* Try it: A single number is the expected answer: the count of lines in the listing that hold the word "lane".

* Records provided:
────────

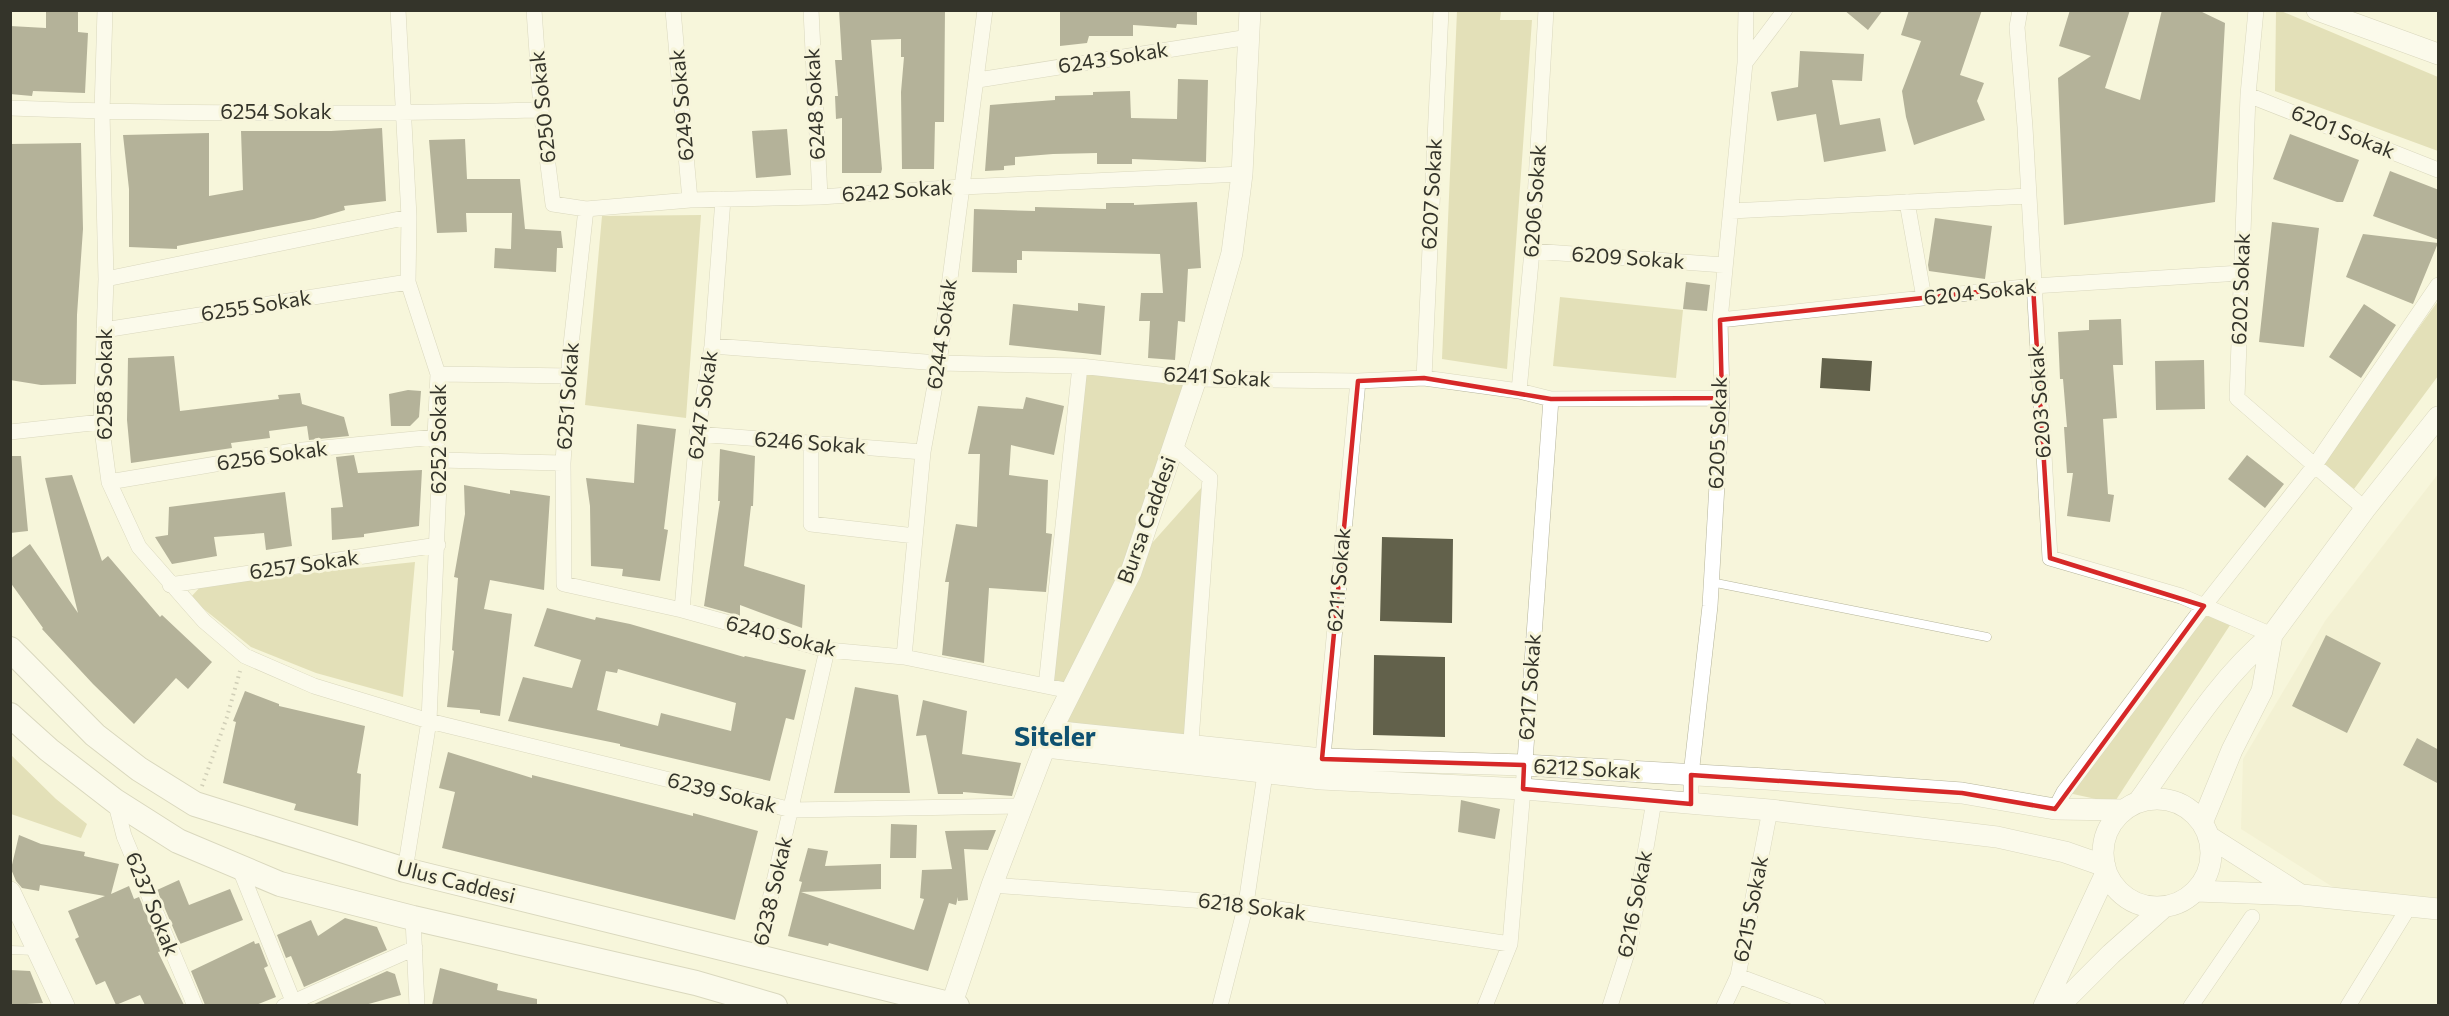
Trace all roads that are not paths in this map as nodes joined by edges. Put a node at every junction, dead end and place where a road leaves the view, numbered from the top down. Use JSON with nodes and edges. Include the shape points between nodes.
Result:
{"nodes":[{"id":1,"x":105,"y":10,"type":"edge"},
{"id":2,"x":398,"y":10,"type":"edge"},
{"id":3,"x":534,"y":10,"type":"edge"},
{"id":4,"x":673,"y":10,"type":"edge"},
{"id":5,"x":811,"y":10,"type":"edge"},
{"id":6,"x":985,"y":10,"type":"edge"},
{"id":7,"x":1250,"y":10,"type":"edge"},
{"id":8,"x":1441,"y":10,"type":"edge"},
{"id":9,"x":1546,"y":10,"type":"edge"},
{"id":10,"x":1746,"y":10,"type":"edge"},
{"id":11,"x":1785,"y":10,"type":"edge"},
{"id":12,"x":2020,"y":10,"type":"edge"},
{"id":13,"x":2256,"y":10,"type":"edge"},
{"id":14,"x":2317,"y":10,"type":"edge"},
{"id":15,"x":1249,"y":37,"type":"junction"},
{"id":16,"x":2439,"y":54,"type":"edge"},
{"id":17,"x":1745,"y":63,"type":"junction"},
{"id":18,"x":978,"y":80,"type":"junction"},
{"id":19,"x":2248,"y":94,"type":"junction"},
{"id":20,"x":10,"y":108,"type":"edge"},
{"id":21,"x":541,"y":110,"type":"junction"},
{"id":22,"x":102,"y":112,"type":"junction"},
{"id":23,"x":404,"y":113,"type":"junction"},
{"id":24,"x":2439,"y":170,"type":"edge"},
{"id":25,"x":1242,"y":174,"type":"junction"},
{"id":26,"x":962,"y":186,"type":"junction"},
{"id":27,"x":2028,"y":196,"type":"junction"},
{"id":28,"x":820,"y":197,"type":"junction"},
{"id":29,"x":690,"y":200,"type":"junction"},
{"id":30,"x":723,"y":200,"type":"junction"},
{"id":31,"x":1907,"y":202,"type":"junction"},
{"id":32,"x":553,"y":204,"type":"joint"},
{"id":33,"x":586,"y":209,"type":"junction"},
{"id":34,"x":1731,"y":211,"type":"junction"},
{"id":35,"x":409,"y":217,"type":"junction"},
{"id":36,"x":1532,"y":251,"type":"junction"},
{"id":37,"x":1724,"y":265,"type":"junction"},
{"id":38,"x":2241,"y":273,"type":"junction"},
{"id":39,"x":106,"y":279,"type":"junction"},
{"id":40,"x":408,"y":282,"type":"junction"},
{"id":41,"x":2439,"y":285,"type":"edge"},
{"id":42,"x":2033,"y":286,"type":"junction"},
{"id":43,"x":1924,"y":298,"type":"junction"},
{"id":44,"x":1719,"y":320,"type":"junction"},
{"id":45,"x":104,"y":330,"type":"junction"},
{"id":46,"x":712,"y":346,"type":"junction"},
{"id":47,"x":939,"y":363,"type":"junction"},
{"id":48,"x":1080,"y":366,"type":"junction"},
{"id":49,"x":438,"y":374,"type":"junction"},
{"id":50,"x":569,"y":376,"type":"junction"},
{"id":51,"x":1424,"y":378,"type":"junction"},
{"id":52,"x":1196,"y":379,"type":"junction"},
{"id":53,"x":1358,"y":381,"type":"junction"},
{"id":54,"x":1519,"y":392,"type":"junction"},
{"id":55,"x":1722,"y":398,"type":"junction"},
{"id":56,"x":1551,"y":399,"type":"junction"},
{"id":57,"x":2439,"y":417,"type":"edge"},
{"id":58,"x":101,"y":422,"type":"junction"},
{"id":59,"x":10,"y":432,"type":"edge"},
{"id":60,"x":697,"y":434,"type":"junction"},
{"id":61,"x":435,"y":437,"type":"junction"},
{"id":62,"x":811,"y":443,"type":"junction"},
{"id":63,"x":1174,"y":447,"type":"junction"},
{"id":64,"x":923,"y":452,"type":"junction"},
{"id":65,"x":440,"y":460,"type":"junction"},
{"id":66,"x":563,"y":463,"type":"junction"},
{"id":67,"x":2314,"y":465,"type":"junction"},
{"id":68,"x":110,"y":482,"type":"junction"},
{"id":69,"x":2365,"y":509,"type":"junction"},
{"id":70,"x":915,"y":536,"type":"junction"},
{"id":71,"x":438,"y":545,"type":"junction"},
{"id":72,"x":1711,"y":582,"type":"junction"},
{"id":73,"x":564,"y":584,"type":"joint"},
{"id":74,"x":170,"y":585,"type":"junction"},
{"id":75,"x":2204,"y":606,"type":"junction"},
{"id":76,"x":682,"y":610,"type":"junction"},
{"id":77,"x":2272,"y":634,"type":"junction"},
{"id":78,"x":1987,"y":637,"type":"dead end"},
{"id":79,"x":10,"y":638,"type":"edge"},
{"id":80,"x":827,"y":650,"type":"junction"},
{"id":81,"x":16,"y":655,"type":"edge"},
{"id":82,"x":904,"y":657,"type":"junction"},
{"id":83,"x":1046,"y":686,"type":"junction"},
{"id":84,"x":1070,"y":691,"type":"junction"},
{"id":85,"x":10,"y":715,"type":"edge"},
{"id":86,"x":429,"y":721,"type":"junction"},
{"id":87,"x":1048,"y":739,"type":"junction"},
{"id":88,"x":1190,"y":755,"type":"junction"},
{"id":89,"x":1524,"y":765,"type":"junction"},
{"id":90,"x":1322,"y":769,"type":"junction"},
{"id":91,"x":1265,"y":774,"type":"junction"},
{"id":92,"x":1691,"y":775,"type":"junction"},
{"id":93,"x":1523,"y":789,"type":"junction"},
{"id":94,"x":115,"y":801,"type":"junction"},
{"id":95,"x":1654,"y":801,"type":"junction"},
{"id":96,"x":1691,"y":804,"type":"junction"},
{"id":97,"x":1022,"y":806,"type":"junction"},
{"id":98,"x":2131,"y":806,"type":"junction"},
{"id":99,"x":2055,"y":808,"type":"junction"},
{"id":100,"x":792,"y":810,"type":"junction"},
{"id":101,"x":1770,"y":810,"type":"junction"},
{"id":102,"x":2205,"y":829,"type":"junction"},
{"id":103,"x":239,"y":867,"type":"junction"},
{"id":104,"x":405,"y":870,"type":"junction"},
{"id":105,"x":2106,"y":870,"type":"junction"},
{"id":106,"x":992,"y":885,"type":"junction"},
{"id":107,"x":2196,"y":891,"type":"junction"},
{"id":108,"x":10,"y":892,"type":"edge"},
{"id":109,"x":2302,"y":895,"type":"junction"},
{"id":110,"x":1246,"y":904,"type":"junction"},
{"id":111,"x":2410,"y":906,"type":"junction"},
{"id":112,"x":2164,"y":907,"type":"junction"},
{"id":113,"x":2439,"y":909,"type":"edge"},
{"id":114,"x":2252,"y":916,"type":"dead end"},
{"id":115,"x":413,"y":918,"type":"junction"},
{"id":116,"x":1510,"y":944,"type":"junction"},
{"id":117,"x":415,"y":948,"type":"junction"},
{"id":118,"x":10,"y":950,"type":"edge"},
{"id":119,"x":37,"y":952,"type":"junction"},
{"id":120,"x":757,"y":956,"type":"junction"},
{"id":121,"x":1738,"y":976,"type":"junction"},
{"id":122,"x":288,"y":1003,"type":"edge"},
{"id":123,"x":64,"y":1005,"type":"edge"},
{"id":124,"x":195,"y":1005,"type":"edge"},
{"id":125,"x":417,"y":1005,"type":"edge"},
{"id":126,"x":775,"y":1005,"type":"edge"},
{"id":127,"x":953,"y":1005,"type":"edge"},
{"id":128,"x":1220,"y":1005,"type":"edge"},
{"id":129,"x":1485,"y":1005,"type":"edge"},
{"id":130,"x":1610,"y":1005,"type":"edge"},
{"id":131,"x":1724,"y":1005,"type":"edge"},
{"id":132,"x":1818,"y":1005,"type":"edge"},
{"id":133,"x":2044,"y":1005,"type":"edge"},
{"id":134,"x":2060,"y":1005,"type":"edge"},
{"id":135,"x":2191,"y":1005,"type":"edge"},
{"id":136,"x":2348,"y":1005,"type":"edge"}],
"edges":[{"from":1,"to":22,"type":"street","name":"6258 Sokak"},
{"from":2,"to":23,"type":"street","name":"6252 Sokak"},
{"from":3,"to":21,"type":"street","name":"6250 Sokak"},
{"from":4,"to":29,"type":"street","name":"6249 Sokak"},
{"from":5,"to":28,"type":"street","name":"6248 Sokak"},
{"from":6,"to":18,"type":"street","name":"6244 Sokak"},
{"from":7,"to":15,"type":"street","name":"Bursa Caddesi"},
{"from":8,"to":51,"type":"street","name":"6207 Sokak"},
{"from":9,"to":36,"type":"street","name":"6206 Sokak"},
{"from":10,"to":17,"type":"street","name":"6205 Sokak"},
{"from":11,"to":17,"type":"street"},
{"from":12,"to":27,"type":"street","name":"6203 Sokak","via":[[2017,27]]},
{"from":13,"to":19,"type":"street","name":"6202 Sokak"},
{"from":14,"to":16,"type":"street"},
{"from":15,"to":18,"type":"street","name":"6243 Sokak"},
{"from":15,"to":25,"type":"street","name":"Bursa Caddesi"},
{"from":17,"to":34,"type":"street","name":"6205 Sokak"},
{"from":18,"to":26,"type":"street","name":"6244 Sokak"},
{"from":19,"to":24,"type":"street","name":"6201 Sokak"},
{"from":19,"to":38,"type":"street","name":"6202 Sokak"},
{"from":20,"to":22,"type":"street","name":"6254 Sokak"},
{"from":21,"to":23,"type":"street","name":"6254 Sokak"},
{"from":21,"to":32,"type":"street","name":"6250 Sokak"},
{"from":22,"to":23,"type":"street","name":"6254 Sokak"},
{"from":22,"to":39,"type":"street","name":"6258 Sokak"},
{"from":23,"to":35,"type":"street","name":"6252 Sokak"},
{"from":25,"to":26,"type":"street","name":"6242 Sokak"},
{"from":25,"to":52,"type":"street","name":"Bursa Caddesi","via":[[1232,253]]},
{"from":26,"to":28,"type":"street","name":"6242 Sokak"},
{"from":26,"to":47,"type":"street","name":"6244 Sokak"},
{"from":27,"to":31,"type":"street"},
{"from":27,"to":42,"type":"street","name":"6203 Sokak"},
{"from":28,"to":30,"type":"street","name":"6242 Sokak"},
{"from":29,"to":30,"type":"street","name":"6242 Sokak"},
{"from":29,"to":33,"type":"street","name":"6242 Sokak"},
{"from":30,"to":46,"type":"street","name":"6247 Sokak"},
{"from":31,"to":34,"type":"street"},
{"from":31,"to":43,"type":"street"},
{"from":32,"to":33,"type":"street","name":"6242 Sokak"},
{"from":33,"to":50,"type":"street","name":"6251 Sokak"},
{"from":34,"to":37,"type":"street","name":"6205 Sokak"},
{"from":35,"to":39,"type":"street"},
{"from":35,"to":40,"type":"street","name":"6252 Sokak"},
{"from":36,"to":37,"type":"street","name":"6209 Sokak"},
{"from":36,"to":54,"type":"street","name":"6206 Sokak"},
{"from":37,"to":44,"type":"street","name":"6205 Sokak"},
{"from":38,"to":42,"type":"street","name":"6204 Sokak"},
{"from":38,"to":67,"type":"street","name":"6202 Sokak","via":[[2237,398]]},
{"from":39,"to":45,"type":"street","name":"6258 Sokak"},
{"from":40,"to":45,"type":"street","name":"6255 Sokak"},
{"from":40,"to":49,"type":"street","name":"6252 Sokak"},
{"from":41,"to":67,"type":"street"},
{"from":42,"to":43,"type":"street","name":"6204 Sokak"},
{"from":42,"to":75,"type":"street","name":"6203 Sokak","via":[[2050,558]]},
{"from":43,"to":44,"type":"street","name":"6204 Sokak"},
{"from":44,"to":55,"type":"street","name":"6205 Sokak"},
{"from":45,"to":58,"type":"street","name":"6258 Sokak"},
{"from":46,"to":47,"type":"street","name":"6241 Sokak"},
{"from":46,"to":60,"type":"street","name":"6247 Sokak"},
{"from":47,"to":48,"type":"street","name":"6241 Sokak"},
{"from":47,"to":64,"type":"street","name":"6244 Sokak"},
{"from":48,"to":52,"type":"street","name":"6241 Sokak"},
{"from":48,"to":83,"type":"street"},
{"from":49,"to":50,"type":"street"},
{"from":49,"to":61,"type":"street","name":"6252 Sokak"},
{"from":50,"to":66,"type":"street","name":"6251 Sokak"},
{"from":51,"to":53,"type":"street","name":"6241 Sokak"},
{"from":51,"to":54,"type":"street","name":"6241 Sokak"},
{"from":52,"to":53,"type":"street","name":"6241 Sokak"},
{"from":52,"to":63,"type":"street","name":"Bursa Caddesi"},
{"from":53,"to":90,"type":"street","name":"6211 Sokak"},
{"from":54,"to":56,"type":"street","name":"6241 Sokak"},
{"from":55,"to":56,"type":"street","name":"6241 Sokak"},
{"from":55,"to":72,"type":"street","name":"6205 Sokak"},
{"from":56,"to":89,"type":"street","name":"6217 Sokak"},
{"from":57,"to":69,"type":"street"},
{"from":58,"to":59,"type":"street"},
{"from":58,"to":68,"type":"street","name":"6258 Sokak"},
{"from":60,"to":62,"type":"street","name":"6246 Sokak"},
{"from":60,"to":76,"type":"street","name":"6247 Sokak"},
{"from":61,"to":65,"type":"street","name":"6252 Sokak"},
{"from":61,"to":68,"type":"street","name":"6256 Sokak","via":[[293,452]]},
{"from":62,"to":64,"type":"street","name":"6246 Sokak"},
{"from":62,"to":70,"type":"street","via":[[811,524]]},
{"from":63,"to":84,"type":"street","name":"Bursa Caddesi","via":[[1131,572]]},
{"from":63,"to":88,"type":"street","via":[[1210,478]]},
{"from":64,"to":70,"type":"street","name":"6244 Sokak"},
{"from":65,"to":66,"type":"street"},
{"from":65,"to":71,"type":"street","name":"6252 Sokak"},
{"from":66,"to":73,"type":"street","name":"6251 Sokak"},
{"from":67,"to":69,"type":"street","name":"6202 Sokak"},
{"from":67,"to":75,"type":"street"},
{"from":68,"to":74,"type":"street","name":"6258 Sokak","via":[[139,547]]},
{"from":69,"to":77,"type":"street"},
{"from":70,"to":82,"type":"street","name":"6244 Sokak"},
{"from":71,"to":74,"type":"street","name":"6257 Sokak"},
{"from":71,"to":86,"type":"street","name":"6252 Sokak"},
{"from":72,"to":78,"type":"lane"},
{"from":72,"to":92,"type":"street","name":"6205 Sokak"},
{"from":73,"to":76,"type":"street","name":"6240 Sokak"},
{"from":74,"to":86,"type":"street","name":"6258 Sokak","via":[[245,656],[314,686]]},
{"from":75,"to":77,"type":"street","name":"6203 Sokak"},
{"from":75,"to":99,"type":"street"},
{"from":76,"to":80,"type":"street","name":"6240 Sokak"},
{"from":77,"to":98,"type":"street","via":[[2246,656]]},
{"from":77,"to":102,"type":"street","via":[[2262,690],[2232,750]]},
{"from":79,"to":81,"type":"street"},
{"from":80,"to":82,"type":"street","name":"6240 Sokak"},
{"from":80,"to":100,"type":"street","name":"6238 Sokak"},
{"from":81,"to":104,"type":"main road","name":"Ulus Caddesi","via":[[94,735],[195,804]]},
{"from":82,"to":83,"type":"street","name":"6240 Sokak"},
{"from":83,"to":84,"type":"street","name":"6240 Sokak"},
{"from":84,"to":87,"type":"street","name":"Bursa Caddesi"},
{"from":85,"to":94,"type":"main road","name":"Ulus Caddesi"},
{"from":86,"to":100,"type":"street","name":"6239 Sokak"},
{"from":86,"to":104,"type":"street","name":"6252 Sokak"},
{"from":87,"to":88,"type":"street","name":"6212 Sokak"},
{"from":87,"to":97,"type":"street","name":"Bursa Caddesi"},
{"from":88,"to":90,"type":"street","name":"6212 Sokak"},
{"from":88,"to":91,"type":"street","name":"6212 Sokak"},
{"from":89,"to":90,"type":"street","name":"6212 Sokak"},
{"from":89,"to":92,"type":"street","name":"6212 Sokak"},
{"from":89,"to":93,"type":"street","name":"6217 Sokak"},
{"from":90,"to":91,"type":"street","name":"6212 Sokak"},
{"from":90,"to":93,"type":"street","name":"6212 Sokak"},
{"from":91,"to":110,"type":"street"},
{"from":92,"to":96,"type":"street","name":"6205 Sokak"},
{"from":92,"to":99,"type":"street","name":"6212 Sokak","via":[[1962,793]]},
{"from":93,"to":95,"type":"street","name":"6212 Sokak"},
{"from":93,"to":116,"type":"street","name":"6217 Sokak"},
{"from":94,"to":103,"type":"main road","name":"Ulus Caddesi","via":[[178,841]]},
{"from":94,"to":124,"type":"street","name":"6237 Sokak","via":[[124,836]]},
{"from":95,"to":96,"type":"street","name":"6212 Sokak"},
{"from":95,"to":130,"type":"street","name":"6216 Sokak","via":[[1629,947]]},
{"from":96,"to":101,"type":"street","name":"6212 Sokak"},
{"from":97,"to":100,"type":"street","name":"6239 Sokak"},
{"from":97,"to":106,"type":"street","name":"Bursa Caddesi"},
{"from":98,"to":99,"type":"street","name":"6212 Sokak"},
{"from":98,"to":102,"type":"street","via":[[2156,798],[2174,801],[2190,810]]},
{"from":98,"to":105,"type":"street","via":[[2112,822],[2104,838],[2102,856]]},
{"from":100,"to":120,"type":"street","name":"6238 Sokak"},
{"from":101,"to":105,"type":"street","name":"6212 Sokak","via":[[1997,837],[2066,852]]},
{"from":101,"to":121,"type":"street","name":"6215 Sokak"},
{"from":102,"to":107,"type":"street","via":[[2211,858]]},
{"from":102,"to":109,"type":"street"},
{"from":103,"to":115,"type":"main road","name":"Ulus Caddesi","via":[[280,884]]},
{"from":103,"to":122,"type":"street"},
{"from":104,"to":120,"type":"main road","name":"Ulus Caddesi"},
{"from":105,"to":112,"type":"street","via":[[2115,888],[2129,900]]},
{"from":105,"to":133,"type":"street"},
{"from":106,"to":110,"type":"street","name":"6218 Sokak"},
{"from":106,"to":127,"type":"street","name":"Bursa Caddesi"},
{"from":107,"to":109,"type":"street"},
{"from":107,"to":112,"type":"street","via":[[2182,902]]},
{"from":108,"to":119,"type":"street"},
{"from":109,"to":111,"type":"street"},
{"from":110,"to":116,"type":"street","name":"6218 Sokak"},
{"from":110,"to":128,"type":"street"},
{"from":111,"to":113,"type":"street"},
{"from":111,"to":136,"type":"street"},
{"from":112,"to":134,"type":"street"},
{"from":114,"to":135,"type":"street"},
{"from":115,"to":117,"type":"street"},
{"from":115,"to":126,"type":"main road","name":"Ulus Caddesi"},
{"from":116,"to":129,"type":"street","name":"6217 Sokak"},
{"from":117,"to":122,"type":"street"},
{"from":117,"to":125,"type":"street"},
{"from":118,"to":119,"type":"lane"},
{"from":119,"to":123,"type":"street"},
{"from":120,"to":127,"type":"main road","name":"Ulus Caddesi"},
{"from":121,"to":131,"type":"street","name":"6215 Sokak"},
{"from":121,"to":132,"type":"street"}]}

────────

* Task response: 2